Photo: American Memory LOC
I found this description of an small Georgia town interesting. It comes from the pen of James Kunstler:
“I have some theories about southern culture — I’m entitled to have them, and even express them, whether you like it or not. This is a region that was miserably poor until very recently. All the material progress, the new wealth of the Sunbelt, has been acquired rapidly over the last thirty years or so, and it has been delivered in the form of corporate products: tilt-up buildings, hamburgers, Ford pickup trucks, manufactured “homes,” and cornucopia chain stores overflowing with plastic goodies. Building all this stuff and hitching employment rides with these ventures has dragged the cracker class out of the extremest poverty. Nearly universal air conditioning has also changed the picture, giving folks a reason to make an effort to do anything after the sun rises above the windowsills.

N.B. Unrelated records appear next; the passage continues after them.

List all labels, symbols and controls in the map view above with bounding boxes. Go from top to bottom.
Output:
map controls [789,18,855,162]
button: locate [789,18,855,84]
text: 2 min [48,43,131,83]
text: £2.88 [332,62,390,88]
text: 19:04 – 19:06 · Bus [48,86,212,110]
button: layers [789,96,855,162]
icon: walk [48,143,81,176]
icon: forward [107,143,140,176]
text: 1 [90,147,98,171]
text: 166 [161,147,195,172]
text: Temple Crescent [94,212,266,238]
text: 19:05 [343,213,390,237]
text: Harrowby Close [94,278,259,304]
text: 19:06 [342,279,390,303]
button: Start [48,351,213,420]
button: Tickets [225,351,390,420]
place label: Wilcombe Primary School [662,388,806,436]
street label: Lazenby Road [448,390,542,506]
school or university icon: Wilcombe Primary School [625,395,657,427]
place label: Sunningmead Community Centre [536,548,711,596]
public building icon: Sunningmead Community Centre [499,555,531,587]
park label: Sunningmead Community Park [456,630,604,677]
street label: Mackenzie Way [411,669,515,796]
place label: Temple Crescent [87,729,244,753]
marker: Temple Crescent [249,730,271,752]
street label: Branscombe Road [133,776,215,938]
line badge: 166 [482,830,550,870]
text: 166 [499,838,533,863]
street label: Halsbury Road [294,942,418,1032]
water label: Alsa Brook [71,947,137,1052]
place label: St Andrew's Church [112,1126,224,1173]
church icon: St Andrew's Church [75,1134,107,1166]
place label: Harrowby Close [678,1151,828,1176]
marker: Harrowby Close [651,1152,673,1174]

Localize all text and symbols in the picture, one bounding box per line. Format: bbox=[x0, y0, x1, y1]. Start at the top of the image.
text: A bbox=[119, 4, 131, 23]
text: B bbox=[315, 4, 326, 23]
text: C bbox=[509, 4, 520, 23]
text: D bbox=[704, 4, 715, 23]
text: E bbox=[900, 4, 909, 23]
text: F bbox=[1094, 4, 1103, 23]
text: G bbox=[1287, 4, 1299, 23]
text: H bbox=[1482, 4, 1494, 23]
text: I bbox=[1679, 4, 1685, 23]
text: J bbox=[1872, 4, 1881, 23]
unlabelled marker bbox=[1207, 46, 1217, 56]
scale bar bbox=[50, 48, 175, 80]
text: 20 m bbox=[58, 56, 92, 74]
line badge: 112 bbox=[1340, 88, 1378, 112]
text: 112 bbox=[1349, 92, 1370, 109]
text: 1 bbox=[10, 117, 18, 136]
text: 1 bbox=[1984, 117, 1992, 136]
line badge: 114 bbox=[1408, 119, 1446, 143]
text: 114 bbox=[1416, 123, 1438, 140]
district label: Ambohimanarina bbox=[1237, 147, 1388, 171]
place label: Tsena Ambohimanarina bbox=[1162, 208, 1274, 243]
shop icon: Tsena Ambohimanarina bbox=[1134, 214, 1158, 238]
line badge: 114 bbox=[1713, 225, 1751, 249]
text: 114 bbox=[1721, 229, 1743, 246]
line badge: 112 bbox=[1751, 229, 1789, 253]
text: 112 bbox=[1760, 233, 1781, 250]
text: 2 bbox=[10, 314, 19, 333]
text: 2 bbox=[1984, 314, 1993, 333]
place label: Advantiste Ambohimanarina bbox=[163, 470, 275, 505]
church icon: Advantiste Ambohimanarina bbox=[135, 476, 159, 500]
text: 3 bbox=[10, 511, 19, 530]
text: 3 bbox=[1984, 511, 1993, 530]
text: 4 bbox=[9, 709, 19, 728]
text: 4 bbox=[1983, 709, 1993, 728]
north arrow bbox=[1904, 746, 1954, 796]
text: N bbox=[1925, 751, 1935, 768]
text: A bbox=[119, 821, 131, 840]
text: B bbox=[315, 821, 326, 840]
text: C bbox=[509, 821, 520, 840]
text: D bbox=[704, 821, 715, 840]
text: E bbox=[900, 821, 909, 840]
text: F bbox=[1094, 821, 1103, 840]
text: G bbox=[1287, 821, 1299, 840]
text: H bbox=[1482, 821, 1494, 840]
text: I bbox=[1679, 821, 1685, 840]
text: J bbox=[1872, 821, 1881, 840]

The reason their authentic down-home eateries are so bad is because for two hundred years they had a miserable diet of cornmeal, sugar, and pork fat, and a miserable concept of cuisine for presenting it. The reason the decor is so bad is because until fairly recently they lined the walls of their houses with newspapers and sat on benches. Electricity from the TVA also arrived relatively late in the game, and the finer points of interior illumination have not yet developed there. A restaurant dining room in Georgia is lighted the same way as a used car lot.
The sad fact is that the final blowout of the cheap oil age has been the foundation of the Sunbelt’s prosperity. The whole nation is afflicted with the cancer of suburban sprawl, but down there it is invested with the highest values. It is their truth and beauty. To a certain extent, their former poverty embarrasses them and they want to forget about it, not celebrate it.
They seem to have no plans for coping with a daily life that is not based on cheap oil. They even resent the suggestion that they might have to. They will keep sending a disproportionate number of their young people into the military to help with the current project of securing future oil supplies by attempting to pacify the Middle East. Sooner or later that project will come to grief and the people of Georgia will have to make other arrangements like everybody else. But the process may be extremely traumatic for a people who have not allowed themselves to imagine a future different from the present.”